What you will do:
If a line in the entries below contains "rotate", copy it.

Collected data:
......
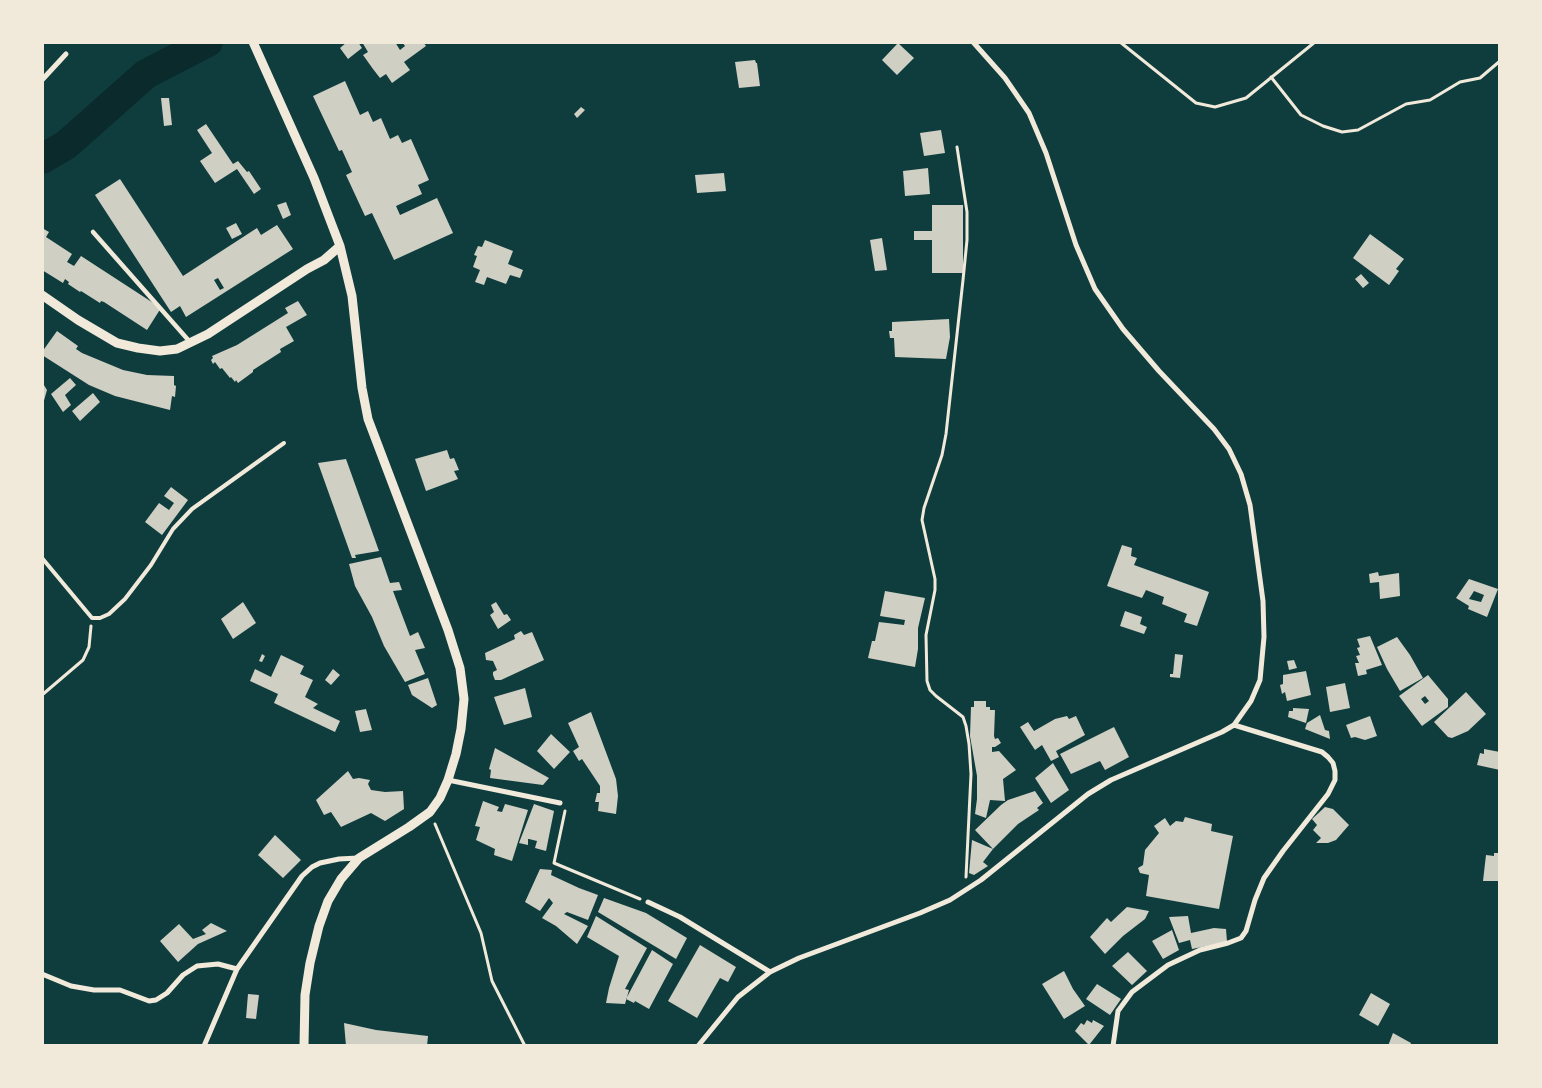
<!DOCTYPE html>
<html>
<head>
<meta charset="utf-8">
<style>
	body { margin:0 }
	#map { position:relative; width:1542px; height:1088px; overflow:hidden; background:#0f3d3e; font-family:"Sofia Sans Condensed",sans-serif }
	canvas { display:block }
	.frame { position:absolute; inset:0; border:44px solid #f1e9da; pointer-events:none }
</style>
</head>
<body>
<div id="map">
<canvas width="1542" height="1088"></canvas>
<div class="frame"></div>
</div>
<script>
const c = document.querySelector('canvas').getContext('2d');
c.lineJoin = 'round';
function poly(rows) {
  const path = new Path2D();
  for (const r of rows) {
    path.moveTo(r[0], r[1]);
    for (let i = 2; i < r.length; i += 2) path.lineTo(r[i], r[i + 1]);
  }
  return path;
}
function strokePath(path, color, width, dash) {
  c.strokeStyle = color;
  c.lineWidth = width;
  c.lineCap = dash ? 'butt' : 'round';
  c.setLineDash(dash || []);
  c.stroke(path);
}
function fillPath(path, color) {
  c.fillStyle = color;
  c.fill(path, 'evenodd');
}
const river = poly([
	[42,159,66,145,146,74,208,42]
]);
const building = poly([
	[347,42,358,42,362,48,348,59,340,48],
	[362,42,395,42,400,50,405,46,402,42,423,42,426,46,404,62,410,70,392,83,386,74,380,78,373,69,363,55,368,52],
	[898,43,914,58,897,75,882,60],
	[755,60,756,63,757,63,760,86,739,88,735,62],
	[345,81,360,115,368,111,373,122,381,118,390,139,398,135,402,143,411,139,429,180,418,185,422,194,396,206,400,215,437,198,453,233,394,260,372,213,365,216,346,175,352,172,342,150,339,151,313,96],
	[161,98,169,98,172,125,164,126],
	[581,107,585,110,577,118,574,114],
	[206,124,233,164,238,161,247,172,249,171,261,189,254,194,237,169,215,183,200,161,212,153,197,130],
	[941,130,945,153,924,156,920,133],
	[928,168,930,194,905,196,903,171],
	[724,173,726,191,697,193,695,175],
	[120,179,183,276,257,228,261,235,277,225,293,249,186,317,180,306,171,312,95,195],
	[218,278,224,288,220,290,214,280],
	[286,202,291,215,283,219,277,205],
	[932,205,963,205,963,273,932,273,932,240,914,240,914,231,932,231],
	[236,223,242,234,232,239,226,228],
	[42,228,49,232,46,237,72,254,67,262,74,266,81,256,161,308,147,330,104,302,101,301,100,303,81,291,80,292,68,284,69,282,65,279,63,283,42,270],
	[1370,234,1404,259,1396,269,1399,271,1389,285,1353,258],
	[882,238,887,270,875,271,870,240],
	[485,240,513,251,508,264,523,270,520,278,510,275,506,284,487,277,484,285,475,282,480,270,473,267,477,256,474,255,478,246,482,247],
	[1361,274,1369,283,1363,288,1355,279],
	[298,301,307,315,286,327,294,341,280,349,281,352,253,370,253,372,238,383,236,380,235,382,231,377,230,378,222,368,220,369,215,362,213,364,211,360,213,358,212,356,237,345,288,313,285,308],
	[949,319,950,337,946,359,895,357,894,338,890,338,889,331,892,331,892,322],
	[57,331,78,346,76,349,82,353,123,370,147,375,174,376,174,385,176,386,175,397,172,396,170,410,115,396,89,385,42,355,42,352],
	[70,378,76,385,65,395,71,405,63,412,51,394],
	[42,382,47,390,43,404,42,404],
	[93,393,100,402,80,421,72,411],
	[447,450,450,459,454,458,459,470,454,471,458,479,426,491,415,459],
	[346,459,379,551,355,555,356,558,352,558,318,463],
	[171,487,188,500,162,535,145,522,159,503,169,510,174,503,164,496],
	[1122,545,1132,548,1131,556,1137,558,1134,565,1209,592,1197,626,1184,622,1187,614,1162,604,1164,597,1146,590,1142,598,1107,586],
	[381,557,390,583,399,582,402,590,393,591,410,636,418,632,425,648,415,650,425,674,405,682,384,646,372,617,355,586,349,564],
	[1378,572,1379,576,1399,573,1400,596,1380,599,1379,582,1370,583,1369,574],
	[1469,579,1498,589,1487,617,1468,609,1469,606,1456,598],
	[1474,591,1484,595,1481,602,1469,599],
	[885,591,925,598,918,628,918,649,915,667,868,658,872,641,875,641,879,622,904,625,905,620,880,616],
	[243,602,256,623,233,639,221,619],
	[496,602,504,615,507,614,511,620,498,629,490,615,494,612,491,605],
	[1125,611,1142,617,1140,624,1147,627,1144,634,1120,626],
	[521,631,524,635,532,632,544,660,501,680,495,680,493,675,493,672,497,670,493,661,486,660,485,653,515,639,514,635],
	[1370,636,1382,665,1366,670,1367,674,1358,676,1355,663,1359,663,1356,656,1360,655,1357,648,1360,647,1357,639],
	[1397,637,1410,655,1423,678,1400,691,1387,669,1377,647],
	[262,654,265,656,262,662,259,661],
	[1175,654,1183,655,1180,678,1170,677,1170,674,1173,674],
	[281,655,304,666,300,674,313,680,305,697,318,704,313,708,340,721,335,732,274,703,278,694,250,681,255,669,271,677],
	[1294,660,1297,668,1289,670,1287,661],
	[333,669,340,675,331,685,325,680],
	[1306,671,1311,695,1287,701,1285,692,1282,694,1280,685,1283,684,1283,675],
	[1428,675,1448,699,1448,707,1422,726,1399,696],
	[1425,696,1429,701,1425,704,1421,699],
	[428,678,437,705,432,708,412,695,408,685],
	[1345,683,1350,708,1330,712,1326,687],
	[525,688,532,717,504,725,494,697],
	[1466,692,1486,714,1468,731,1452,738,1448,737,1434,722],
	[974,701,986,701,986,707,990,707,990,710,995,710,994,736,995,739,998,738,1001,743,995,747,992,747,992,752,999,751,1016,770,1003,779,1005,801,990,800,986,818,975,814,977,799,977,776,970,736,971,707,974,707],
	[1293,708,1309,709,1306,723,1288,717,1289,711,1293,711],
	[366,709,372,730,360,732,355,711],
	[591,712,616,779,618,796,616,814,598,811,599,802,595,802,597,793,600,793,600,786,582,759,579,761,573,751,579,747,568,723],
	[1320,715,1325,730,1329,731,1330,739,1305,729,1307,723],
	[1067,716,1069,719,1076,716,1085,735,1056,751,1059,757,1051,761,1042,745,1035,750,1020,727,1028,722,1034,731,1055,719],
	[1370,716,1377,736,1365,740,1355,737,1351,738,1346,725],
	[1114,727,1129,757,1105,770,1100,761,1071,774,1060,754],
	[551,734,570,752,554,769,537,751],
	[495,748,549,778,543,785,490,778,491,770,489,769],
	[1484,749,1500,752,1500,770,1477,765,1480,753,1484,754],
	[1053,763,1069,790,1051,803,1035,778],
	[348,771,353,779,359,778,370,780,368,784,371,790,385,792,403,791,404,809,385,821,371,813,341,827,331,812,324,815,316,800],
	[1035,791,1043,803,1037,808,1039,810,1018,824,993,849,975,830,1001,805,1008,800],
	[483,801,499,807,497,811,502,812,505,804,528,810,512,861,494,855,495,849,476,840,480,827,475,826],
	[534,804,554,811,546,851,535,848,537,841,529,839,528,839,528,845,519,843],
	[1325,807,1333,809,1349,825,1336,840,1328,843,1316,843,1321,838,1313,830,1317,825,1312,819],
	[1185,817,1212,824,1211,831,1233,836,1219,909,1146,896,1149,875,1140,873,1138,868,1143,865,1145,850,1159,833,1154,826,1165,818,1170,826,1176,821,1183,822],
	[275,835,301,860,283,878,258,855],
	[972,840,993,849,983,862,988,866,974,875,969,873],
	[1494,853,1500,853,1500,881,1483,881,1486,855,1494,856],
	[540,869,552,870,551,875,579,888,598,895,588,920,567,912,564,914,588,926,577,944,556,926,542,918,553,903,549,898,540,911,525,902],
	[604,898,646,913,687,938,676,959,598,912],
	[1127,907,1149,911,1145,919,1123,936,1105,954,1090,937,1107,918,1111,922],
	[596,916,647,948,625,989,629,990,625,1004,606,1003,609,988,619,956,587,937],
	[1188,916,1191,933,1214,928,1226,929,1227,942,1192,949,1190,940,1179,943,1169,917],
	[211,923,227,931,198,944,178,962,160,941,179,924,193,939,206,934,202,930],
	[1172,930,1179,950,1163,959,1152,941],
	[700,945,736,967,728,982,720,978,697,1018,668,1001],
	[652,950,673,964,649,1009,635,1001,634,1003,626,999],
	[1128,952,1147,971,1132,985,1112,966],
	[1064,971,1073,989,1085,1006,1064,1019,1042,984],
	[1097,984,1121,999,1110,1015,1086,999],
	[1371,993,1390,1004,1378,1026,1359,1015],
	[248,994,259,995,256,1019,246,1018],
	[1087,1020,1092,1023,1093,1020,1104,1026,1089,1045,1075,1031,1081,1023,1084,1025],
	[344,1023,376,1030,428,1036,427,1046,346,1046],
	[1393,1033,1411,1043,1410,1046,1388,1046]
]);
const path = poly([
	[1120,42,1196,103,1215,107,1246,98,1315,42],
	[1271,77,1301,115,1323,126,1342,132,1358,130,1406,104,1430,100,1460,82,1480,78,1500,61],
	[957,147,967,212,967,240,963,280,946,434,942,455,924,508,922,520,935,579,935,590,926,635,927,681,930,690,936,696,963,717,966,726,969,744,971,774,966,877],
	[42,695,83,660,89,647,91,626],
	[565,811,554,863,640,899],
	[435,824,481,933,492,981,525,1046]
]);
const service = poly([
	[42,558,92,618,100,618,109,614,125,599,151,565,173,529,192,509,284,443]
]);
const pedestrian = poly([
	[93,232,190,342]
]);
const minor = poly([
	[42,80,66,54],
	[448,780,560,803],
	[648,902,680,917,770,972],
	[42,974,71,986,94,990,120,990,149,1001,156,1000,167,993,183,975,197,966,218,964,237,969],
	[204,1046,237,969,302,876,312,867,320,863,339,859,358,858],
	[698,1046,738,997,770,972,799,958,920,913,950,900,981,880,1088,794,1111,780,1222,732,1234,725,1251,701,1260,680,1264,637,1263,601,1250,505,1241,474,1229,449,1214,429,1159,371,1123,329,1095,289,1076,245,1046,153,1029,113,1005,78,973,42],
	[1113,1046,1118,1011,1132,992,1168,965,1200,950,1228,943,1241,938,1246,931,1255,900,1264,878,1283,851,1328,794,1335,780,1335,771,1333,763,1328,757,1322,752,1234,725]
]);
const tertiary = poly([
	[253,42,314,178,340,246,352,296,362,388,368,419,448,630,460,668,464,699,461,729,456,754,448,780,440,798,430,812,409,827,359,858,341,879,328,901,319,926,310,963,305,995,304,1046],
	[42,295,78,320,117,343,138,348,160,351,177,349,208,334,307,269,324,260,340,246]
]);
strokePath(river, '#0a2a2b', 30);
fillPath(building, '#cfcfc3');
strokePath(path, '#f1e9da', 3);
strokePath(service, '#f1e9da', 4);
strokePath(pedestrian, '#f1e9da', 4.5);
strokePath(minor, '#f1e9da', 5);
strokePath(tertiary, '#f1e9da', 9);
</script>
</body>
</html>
......
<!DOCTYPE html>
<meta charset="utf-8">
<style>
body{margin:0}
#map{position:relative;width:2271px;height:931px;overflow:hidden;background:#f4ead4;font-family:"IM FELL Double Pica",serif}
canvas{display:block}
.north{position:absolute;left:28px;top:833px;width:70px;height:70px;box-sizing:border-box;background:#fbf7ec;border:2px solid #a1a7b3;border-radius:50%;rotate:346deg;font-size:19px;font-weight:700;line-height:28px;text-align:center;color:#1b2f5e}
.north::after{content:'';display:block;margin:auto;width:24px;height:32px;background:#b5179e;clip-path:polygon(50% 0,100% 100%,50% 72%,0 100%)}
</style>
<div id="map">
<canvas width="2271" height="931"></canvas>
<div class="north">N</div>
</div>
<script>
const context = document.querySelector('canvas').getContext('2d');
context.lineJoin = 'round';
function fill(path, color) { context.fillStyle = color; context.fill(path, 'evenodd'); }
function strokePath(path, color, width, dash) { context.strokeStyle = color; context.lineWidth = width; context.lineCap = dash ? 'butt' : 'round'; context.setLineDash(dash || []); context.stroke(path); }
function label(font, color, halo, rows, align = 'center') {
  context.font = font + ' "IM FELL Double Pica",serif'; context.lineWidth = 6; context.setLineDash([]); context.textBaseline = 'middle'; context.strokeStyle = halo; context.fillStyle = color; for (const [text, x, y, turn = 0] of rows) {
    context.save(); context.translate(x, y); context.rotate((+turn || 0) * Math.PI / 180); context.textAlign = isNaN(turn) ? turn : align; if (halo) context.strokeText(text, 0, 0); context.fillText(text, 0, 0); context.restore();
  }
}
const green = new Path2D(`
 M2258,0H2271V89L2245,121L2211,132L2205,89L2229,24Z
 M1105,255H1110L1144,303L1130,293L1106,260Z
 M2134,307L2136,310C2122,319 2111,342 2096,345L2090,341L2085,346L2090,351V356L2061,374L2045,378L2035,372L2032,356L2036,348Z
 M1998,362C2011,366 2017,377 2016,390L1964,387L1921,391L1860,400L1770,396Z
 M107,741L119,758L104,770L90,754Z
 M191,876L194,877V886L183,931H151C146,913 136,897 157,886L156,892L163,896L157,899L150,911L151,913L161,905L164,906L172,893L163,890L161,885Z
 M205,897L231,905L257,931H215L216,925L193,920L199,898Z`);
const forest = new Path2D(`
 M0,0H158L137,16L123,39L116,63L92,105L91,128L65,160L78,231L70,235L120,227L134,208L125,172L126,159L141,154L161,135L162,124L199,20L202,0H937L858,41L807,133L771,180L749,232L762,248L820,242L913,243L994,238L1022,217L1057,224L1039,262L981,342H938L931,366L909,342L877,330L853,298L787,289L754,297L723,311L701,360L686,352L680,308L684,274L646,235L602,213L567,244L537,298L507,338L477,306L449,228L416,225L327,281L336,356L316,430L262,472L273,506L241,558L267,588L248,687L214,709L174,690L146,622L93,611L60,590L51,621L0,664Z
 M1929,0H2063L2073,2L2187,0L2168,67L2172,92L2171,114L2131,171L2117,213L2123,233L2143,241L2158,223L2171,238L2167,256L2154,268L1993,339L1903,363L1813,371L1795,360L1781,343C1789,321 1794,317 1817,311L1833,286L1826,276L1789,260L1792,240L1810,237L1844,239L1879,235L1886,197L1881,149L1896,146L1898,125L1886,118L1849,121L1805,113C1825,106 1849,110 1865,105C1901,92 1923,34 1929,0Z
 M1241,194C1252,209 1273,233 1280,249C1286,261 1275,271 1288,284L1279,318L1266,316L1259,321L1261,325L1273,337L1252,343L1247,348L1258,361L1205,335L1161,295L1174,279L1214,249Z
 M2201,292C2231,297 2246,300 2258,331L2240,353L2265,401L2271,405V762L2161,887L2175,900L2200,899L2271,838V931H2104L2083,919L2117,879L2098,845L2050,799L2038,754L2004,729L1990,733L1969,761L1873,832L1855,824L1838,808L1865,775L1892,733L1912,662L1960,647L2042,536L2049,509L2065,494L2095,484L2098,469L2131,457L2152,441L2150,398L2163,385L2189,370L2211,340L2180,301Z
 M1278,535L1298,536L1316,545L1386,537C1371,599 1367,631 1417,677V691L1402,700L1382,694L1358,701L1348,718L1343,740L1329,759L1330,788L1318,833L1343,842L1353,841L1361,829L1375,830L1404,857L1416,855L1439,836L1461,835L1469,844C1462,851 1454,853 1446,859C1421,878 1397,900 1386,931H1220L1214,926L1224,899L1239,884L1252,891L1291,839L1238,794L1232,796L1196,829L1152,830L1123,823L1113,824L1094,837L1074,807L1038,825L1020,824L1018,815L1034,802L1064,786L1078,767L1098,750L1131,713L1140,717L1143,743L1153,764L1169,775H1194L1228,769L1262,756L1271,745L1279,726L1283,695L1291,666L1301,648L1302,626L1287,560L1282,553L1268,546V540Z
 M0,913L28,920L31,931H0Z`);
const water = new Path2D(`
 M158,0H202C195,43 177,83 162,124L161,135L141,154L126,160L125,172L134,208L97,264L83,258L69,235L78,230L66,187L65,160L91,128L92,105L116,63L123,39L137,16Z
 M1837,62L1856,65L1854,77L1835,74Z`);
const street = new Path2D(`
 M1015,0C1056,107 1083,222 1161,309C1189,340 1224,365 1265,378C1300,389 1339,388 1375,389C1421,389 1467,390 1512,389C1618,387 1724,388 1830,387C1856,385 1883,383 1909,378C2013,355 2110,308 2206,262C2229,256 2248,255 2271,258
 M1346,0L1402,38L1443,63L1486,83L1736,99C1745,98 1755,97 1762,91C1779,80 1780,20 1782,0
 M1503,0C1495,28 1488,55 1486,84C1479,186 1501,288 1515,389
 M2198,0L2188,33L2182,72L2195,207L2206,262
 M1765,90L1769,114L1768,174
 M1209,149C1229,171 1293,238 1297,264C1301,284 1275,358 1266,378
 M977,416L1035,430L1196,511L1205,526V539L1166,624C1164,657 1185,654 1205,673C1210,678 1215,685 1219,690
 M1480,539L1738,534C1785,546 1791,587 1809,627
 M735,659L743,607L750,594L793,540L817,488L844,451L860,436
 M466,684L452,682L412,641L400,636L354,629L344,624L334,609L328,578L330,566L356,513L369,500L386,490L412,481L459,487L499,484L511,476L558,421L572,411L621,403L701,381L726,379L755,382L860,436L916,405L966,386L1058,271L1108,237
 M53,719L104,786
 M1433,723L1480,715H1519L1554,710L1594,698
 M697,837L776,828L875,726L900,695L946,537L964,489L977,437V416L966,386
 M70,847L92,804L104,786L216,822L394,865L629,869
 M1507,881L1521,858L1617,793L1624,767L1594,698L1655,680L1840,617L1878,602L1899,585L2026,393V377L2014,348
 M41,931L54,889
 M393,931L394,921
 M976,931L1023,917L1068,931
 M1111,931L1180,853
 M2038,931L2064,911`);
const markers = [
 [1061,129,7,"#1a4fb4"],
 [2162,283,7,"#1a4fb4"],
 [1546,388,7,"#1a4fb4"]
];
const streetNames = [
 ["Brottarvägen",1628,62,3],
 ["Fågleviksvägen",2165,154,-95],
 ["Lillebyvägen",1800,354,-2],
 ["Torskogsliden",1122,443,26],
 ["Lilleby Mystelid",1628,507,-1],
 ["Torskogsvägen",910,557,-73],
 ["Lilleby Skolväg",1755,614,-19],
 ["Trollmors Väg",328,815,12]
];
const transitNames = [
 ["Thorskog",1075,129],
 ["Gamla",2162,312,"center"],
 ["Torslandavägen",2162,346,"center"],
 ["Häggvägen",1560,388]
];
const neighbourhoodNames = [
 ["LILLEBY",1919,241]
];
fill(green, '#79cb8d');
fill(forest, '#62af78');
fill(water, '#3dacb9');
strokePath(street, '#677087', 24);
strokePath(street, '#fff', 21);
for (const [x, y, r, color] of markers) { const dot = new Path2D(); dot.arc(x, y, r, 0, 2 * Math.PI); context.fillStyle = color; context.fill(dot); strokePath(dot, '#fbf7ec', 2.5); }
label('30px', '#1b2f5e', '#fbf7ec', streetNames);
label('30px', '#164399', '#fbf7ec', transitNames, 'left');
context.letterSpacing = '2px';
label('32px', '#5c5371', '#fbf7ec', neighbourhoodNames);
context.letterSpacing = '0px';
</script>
......
Result below:
.north{position:absolute;left:28px;top:833px;width:70px;height:70px;box-sizing:border-box;background:#fbf7ec;border:2px solid #a1a7b3;border-radius:50%;rotate:346deg;font-size:19px;font-weight:700;line-height:28px;text-align:center;color:#1b2f5e}
    context.save(); context.translate(x, y); context.rotate((+turn || 0) * Math.PI / 180); context.textAlign = isNaN(turn) ? turn : align; if (halo) context.strokeText(text, 0, 0); context.fillText(text, 0, 0); context.restore();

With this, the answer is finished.